### [Exercise objective]
Return a copy of every line in the records that includes the word "Santos".

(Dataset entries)
□ □ □ □ □ □ □

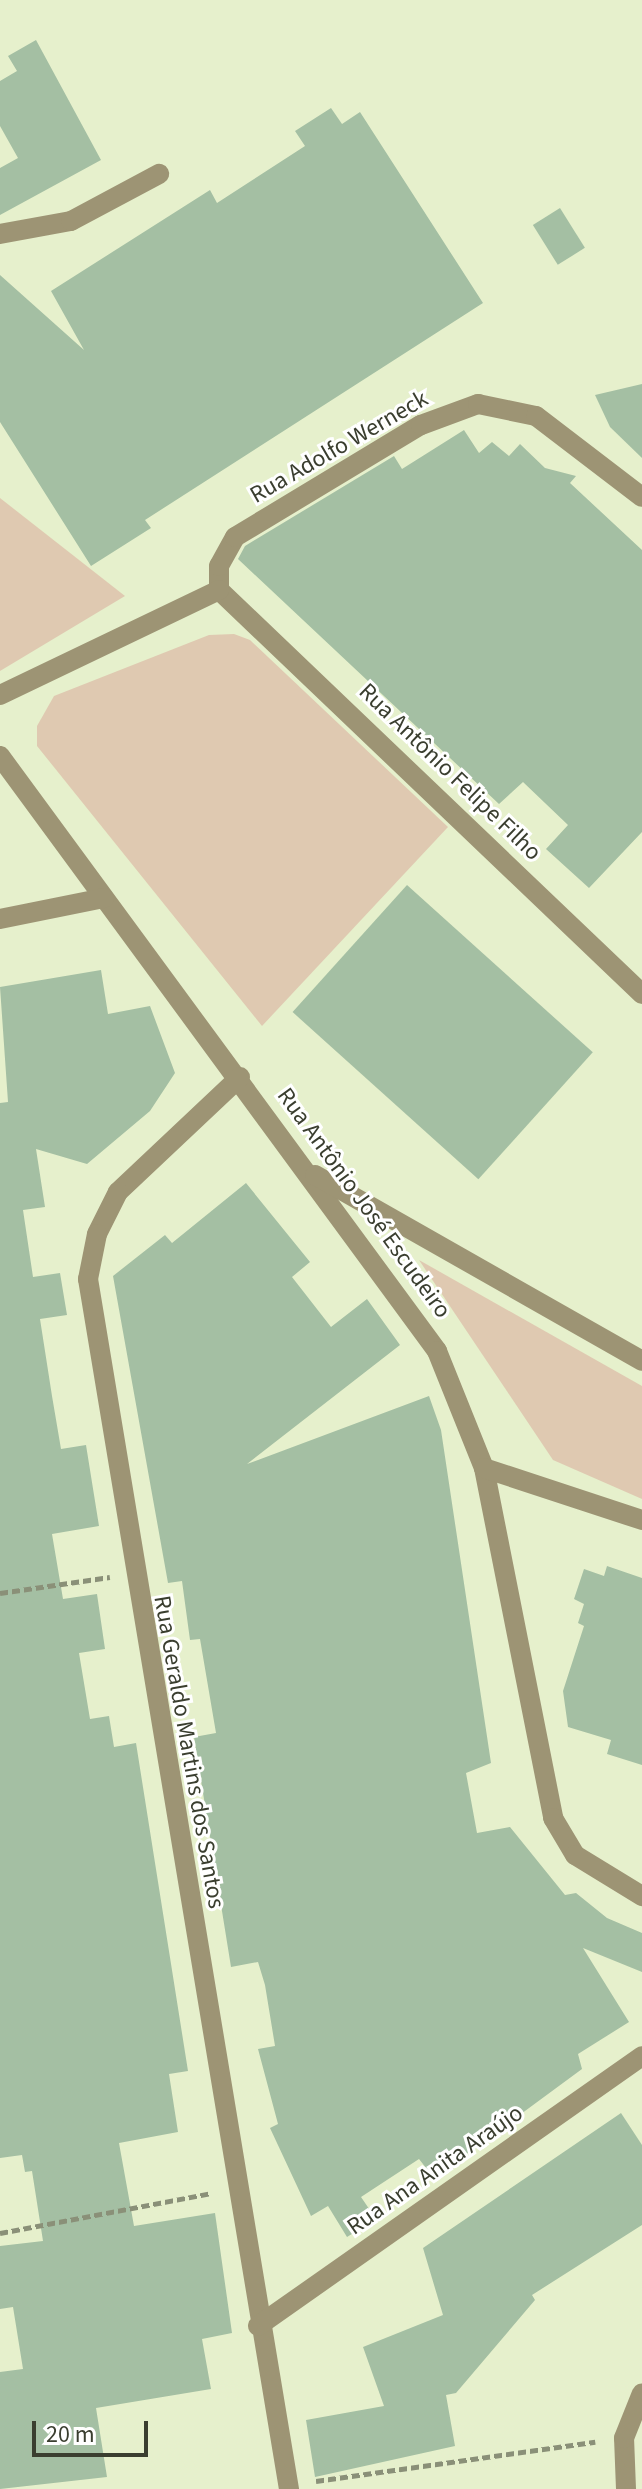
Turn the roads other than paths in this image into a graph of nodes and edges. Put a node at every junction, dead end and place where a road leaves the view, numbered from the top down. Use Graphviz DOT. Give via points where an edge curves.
graph roads {
  1 [pos="159,174"];
  2 [pos="0,234"];
  3 [pos="642,497"];
  4 [pos="219,590"];
  5 [pos="0,695"];
  6 [pos="0,756"];
  7 [pos="104,898"];
  8 [pos="0,919"];
  9 [pos="642,994"];
  10 [pos="240,1077"];
  11 [pos="310,1173"];
  12 [pos="642,1361"];
  13 [pos="484,1468"];
  14 [pos="642,1520"];
  15 [pos="642,1896"];
  16 [pos="642,2056"];
  17 [pos="258,2326"];
  18 [pos="642,2393"];
  19 [pos="288,2487"];
  20 [pos="626,2489"];
  1 -- 2 [label="street" via="71,221"];
  3 -- 4 [label="street, Rua Adolfo Werneck" via="536,416 478,404 408,433 235,537 219,566"];
  4 -- 5 [label="street"];
  4 -- 9 [label="street, Rua Antônio Felipe Filho"];
  6 -- 7 [label="street, Rua Antônio José Escudeiro"];
  7 -- 8 [label="street"];
  7 -- 10 [label="street, Rua Antônio José Escudeiro"];
  10 -- 11 [label="street, Rua Antônio José Escudeiro"];
  10 -- 17 [label="street, Rua Geraldo Martins dos Santos" via="118,1192 97,1234 88,1279"];
  11 -- 12 [label="street"];
  11 -- 13 [label="street, Rua Antônio José Escudeiro" via="437,1351"];
  13 -- 14 [label="street"];
  13 -- 15 [label="street, Rua Antônio José Escudeiro" via="553,1818 575,1855"];
  16 -- 17 [label="street, Rua Ana Anita Araújo"];
  17 -- 19 [label="street, Rua Geraldo Martins dos Santos"];
  18 -- 20 [label="street" via="624,2438"];
}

□ □ □ □ □ □ □

### [Task solution]
  10 -- 17 [label="street, Rua Geraldo Martins dos Santos" via="118,1192 97,1234 88,1279"];
  17 -- 19 [label="street, Rua Geraldo Martins dos Santos"];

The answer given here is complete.